1836. Naissance du 4ème pouvoir sous la monarchie de Juillet.

Jean Miot, le 13-11-2008, Valeurs Actuelles


Émile de Girardin est un des personnages clés de l’histoire de la presse. Avec lui, elle va se doter de vrais moyens, financiers, techniques, éditoriaux. C’est là qu’elle gagne sa liberté.

Alors que se déroulent les débats des états généraux de la presse écrite et que celle-ci tient son congrès à Lyon, du 19 au 21novembre,Jean Miot,chroniqueur à Valeurs actuelles, publie une passionnante histoire de la presse.

Il en avait toutes les compétences,pour avoir présidé le Figaro, l’Agence France Presse, le Syndicat de la presse quotidienne nationale et la Fédération nationale de la presse française. On va voir qu’il en avait aussi tous les talents à la lecture de ces extraits de son livre où il révèle son art du récit et sa passion intime pour ce métier.

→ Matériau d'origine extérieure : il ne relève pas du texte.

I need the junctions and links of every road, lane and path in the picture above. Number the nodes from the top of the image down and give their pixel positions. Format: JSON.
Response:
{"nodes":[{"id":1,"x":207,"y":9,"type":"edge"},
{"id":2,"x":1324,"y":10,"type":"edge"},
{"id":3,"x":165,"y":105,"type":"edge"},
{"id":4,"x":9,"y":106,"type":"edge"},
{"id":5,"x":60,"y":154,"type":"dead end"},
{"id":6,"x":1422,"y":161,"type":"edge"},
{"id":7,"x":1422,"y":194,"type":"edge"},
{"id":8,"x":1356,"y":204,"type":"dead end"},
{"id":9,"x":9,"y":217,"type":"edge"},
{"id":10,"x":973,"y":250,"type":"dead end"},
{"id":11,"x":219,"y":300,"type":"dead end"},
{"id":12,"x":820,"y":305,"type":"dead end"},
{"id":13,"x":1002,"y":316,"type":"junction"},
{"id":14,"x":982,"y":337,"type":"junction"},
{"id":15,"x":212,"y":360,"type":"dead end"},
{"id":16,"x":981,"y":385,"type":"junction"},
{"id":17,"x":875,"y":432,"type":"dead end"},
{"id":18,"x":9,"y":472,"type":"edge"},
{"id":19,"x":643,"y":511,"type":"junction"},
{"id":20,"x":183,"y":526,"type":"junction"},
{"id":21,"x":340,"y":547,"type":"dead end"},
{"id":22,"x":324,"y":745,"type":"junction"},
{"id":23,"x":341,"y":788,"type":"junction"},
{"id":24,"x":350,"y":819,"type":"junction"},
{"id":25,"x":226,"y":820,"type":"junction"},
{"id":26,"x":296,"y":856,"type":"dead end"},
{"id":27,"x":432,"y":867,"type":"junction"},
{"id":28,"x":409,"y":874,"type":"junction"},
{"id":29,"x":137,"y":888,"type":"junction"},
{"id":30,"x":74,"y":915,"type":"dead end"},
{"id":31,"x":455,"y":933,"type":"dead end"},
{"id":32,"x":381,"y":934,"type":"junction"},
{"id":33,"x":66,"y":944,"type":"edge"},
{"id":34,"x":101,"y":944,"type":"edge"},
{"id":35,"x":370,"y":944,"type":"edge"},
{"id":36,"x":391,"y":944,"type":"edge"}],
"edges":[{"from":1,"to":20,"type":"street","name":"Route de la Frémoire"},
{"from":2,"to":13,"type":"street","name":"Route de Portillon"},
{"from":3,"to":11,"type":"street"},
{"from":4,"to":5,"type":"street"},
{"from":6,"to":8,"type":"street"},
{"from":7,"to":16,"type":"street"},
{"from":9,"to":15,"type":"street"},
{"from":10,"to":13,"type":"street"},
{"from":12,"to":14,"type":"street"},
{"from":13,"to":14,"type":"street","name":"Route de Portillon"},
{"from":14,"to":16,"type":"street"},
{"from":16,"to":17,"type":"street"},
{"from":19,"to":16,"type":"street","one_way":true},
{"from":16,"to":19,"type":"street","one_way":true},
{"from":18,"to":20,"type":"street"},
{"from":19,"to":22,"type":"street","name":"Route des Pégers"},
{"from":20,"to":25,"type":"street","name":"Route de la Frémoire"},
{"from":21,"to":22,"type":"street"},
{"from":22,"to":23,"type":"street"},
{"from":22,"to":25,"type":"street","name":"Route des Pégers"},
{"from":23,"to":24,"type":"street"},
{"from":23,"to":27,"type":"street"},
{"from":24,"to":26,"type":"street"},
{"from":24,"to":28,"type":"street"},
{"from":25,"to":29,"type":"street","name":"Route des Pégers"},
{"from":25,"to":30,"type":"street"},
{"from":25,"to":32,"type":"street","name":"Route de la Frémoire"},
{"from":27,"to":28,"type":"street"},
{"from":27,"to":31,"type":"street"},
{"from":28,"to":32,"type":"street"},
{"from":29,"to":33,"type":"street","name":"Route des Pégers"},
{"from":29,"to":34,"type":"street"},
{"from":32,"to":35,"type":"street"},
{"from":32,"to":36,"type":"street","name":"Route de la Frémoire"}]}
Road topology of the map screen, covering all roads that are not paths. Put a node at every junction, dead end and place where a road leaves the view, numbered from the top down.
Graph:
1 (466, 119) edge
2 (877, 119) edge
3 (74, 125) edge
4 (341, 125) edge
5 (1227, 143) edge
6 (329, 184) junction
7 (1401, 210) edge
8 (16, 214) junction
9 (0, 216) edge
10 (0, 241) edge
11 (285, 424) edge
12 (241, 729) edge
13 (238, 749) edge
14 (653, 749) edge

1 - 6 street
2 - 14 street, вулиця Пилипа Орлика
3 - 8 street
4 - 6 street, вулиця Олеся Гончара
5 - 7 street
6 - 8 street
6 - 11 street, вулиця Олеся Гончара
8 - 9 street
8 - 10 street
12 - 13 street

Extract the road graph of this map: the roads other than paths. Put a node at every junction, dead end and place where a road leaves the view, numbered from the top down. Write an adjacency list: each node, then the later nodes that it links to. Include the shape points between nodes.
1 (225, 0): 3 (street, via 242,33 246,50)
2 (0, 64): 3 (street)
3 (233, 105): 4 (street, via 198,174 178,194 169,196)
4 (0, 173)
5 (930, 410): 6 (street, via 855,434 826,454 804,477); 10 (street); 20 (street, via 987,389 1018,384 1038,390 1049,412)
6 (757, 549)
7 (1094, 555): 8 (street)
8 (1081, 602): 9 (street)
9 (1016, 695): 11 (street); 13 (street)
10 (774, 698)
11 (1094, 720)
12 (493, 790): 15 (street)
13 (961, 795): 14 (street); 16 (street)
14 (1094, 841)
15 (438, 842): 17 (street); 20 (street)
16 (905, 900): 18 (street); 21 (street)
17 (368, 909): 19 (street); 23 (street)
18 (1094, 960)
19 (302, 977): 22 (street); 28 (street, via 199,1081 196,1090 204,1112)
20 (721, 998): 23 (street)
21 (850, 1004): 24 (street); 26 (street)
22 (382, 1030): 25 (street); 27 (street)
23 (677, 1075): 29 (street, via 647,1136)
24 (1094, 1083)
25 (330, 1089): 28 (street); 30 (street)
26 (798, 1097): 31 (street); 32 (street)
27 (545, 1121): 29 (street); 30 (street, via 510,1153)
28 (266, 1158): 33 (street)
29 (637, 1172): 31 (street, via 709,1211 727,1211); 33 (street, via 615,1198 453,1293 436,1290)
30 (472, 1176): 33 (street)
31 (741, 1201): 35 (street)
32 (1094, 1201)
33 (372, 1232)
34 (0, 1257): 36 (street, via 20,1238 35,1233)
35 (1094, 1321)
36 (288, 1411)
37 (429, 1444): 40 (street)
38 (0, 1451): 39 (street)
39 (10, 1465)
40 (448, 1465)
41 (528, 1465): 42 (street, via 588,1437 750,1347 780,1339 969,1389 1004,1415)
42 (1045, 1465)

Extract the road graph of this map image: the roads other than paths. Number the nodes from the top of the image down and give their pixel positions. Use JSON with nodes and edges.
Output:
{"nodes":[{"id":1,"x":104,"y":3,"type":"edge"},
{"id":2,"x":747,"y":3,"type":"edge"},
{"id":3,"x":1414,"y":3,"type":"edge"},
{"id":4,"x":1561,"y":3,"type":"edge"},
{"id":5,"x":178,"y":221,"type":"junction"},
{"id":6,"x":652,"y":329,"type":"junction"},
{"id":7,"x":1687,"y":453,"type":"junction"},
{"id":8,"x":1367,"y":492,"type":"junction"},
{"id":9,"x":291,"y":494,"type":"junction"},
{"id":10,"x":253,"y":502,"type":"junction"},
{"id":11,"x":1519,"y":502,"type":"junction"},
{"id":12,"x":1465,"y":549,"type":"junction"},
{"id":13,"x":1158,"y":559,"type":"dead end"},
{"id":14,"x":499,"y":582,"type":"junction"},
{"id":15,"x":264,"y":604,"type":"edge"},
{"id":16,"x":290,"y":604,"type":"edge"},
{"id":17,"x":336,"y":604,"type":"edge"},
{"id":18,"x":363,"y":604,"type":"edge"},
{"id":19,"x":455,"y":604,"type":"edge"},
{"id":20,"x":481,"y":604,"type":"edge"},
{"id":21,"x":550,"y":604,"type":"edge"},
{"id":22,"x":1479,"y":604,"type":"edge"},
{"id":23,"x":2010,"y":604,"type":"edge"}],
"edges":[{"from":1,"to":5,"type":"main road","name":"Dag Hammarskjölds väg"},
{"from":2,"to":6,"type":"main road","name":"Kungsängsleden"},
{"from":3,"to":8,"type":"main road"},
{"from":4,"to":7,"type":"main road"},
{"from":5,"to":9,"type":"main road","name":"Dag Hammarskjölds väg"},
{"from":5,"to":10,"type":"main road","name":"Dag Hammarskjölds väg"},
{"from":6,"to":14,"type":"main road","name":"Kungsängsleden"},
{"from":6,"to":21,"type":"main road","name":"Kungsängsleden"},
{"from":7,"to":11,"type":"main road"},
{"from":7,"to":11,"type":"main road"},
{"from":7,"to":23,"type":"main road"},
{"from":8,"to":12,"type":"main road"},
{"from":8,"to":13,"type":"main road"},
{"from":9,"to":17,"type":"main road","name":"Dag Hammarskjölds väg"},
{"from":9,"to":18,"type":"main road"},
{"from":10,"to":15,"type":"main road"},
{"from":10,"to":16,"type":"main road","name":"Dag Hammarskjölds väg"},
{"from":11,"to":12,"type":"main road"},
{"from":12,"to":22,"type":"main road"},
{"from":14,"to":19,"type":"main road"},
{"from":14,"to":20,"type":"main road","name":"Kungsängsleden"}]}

Il y a des génies qui dominent leur époque, à cheval sur les régimes successifs. Émile de Girardin, pendant soixante-quinze ans (1806 – 1881), va vivre la seconde Restauration, le gouvernement de Juillet, la IIe République, le second Empire,la IIIe République,sans oublier l’insurrection de la Commune. Il était né bâtard ; cela va le marquer toute sa vie.Il est le petit-fils du marquis protecteur de Jean-Jacques Rousseau et le fils adultérin du colonel comte Alexandre de Girardin et de la belle madame Dupuy, immortalisée par Greuze sous les traits de la Jeune Fille à la colombe. Dès sa naissance, le père confie le bébé à sa cuisinière. Il veillera à son éducation mais refusera de voir son fils. Pour l’état civil ,il porte le nom d’Émile Delamothe et c’est d’autorité qu’à 22 ans il prend le nom de son géniteur .Quand la famille de son père espère acheter son silence, sa réponse est sans appel : « C’est tout ou rien. »

L’année suivante, il écrit un émouvant roman autobiographique Émile – soulignant sa filiation par cette référence à Rousseau. C’est un plaidoyer pour les “sans famille”.
Il n’a qu’une seule idée en tête : écrire dans son propre journal. Il a une devise, qu’il affichera fièrement audessus de son bureau somptueux quand il aura acquis la gloire :«Une idée par jour. » Il crée son premier journal. Il est seul, dispose de peu d’argent, ne s’entoure d’aucun collaborateur. Ses seuls outils : de la colle et des ciseaux. Il découpe les meilleurs articles dans les journaux,politiques, littéraires ou d’information générale. Il les assemble et les imprime,sans omettre de citer clairement la source pour éviter les procès.Et il appelle son journal le Voleur. Il invente avant l’heure Courrier international ! En moins de deux mois, il gagne plus de 3 000 abonnés.

Le “duel du siècle” par un beau matin d’été

L’abonnement, c’est la force d’un journal, c’est la trésorerie assurée avant la parution. Le système existe depuis longtemps, sous forme de petits bons. Il revend assez rapidement son premier enfant (qui survivra jusqu’en 1884). Il veut faire du vrai journalisme et les idées ne lui manquent pas. Il se lance en 1839 dans la presse mondaine avec la Mode ; ce titre continuera d’exister jusqu’en 1939.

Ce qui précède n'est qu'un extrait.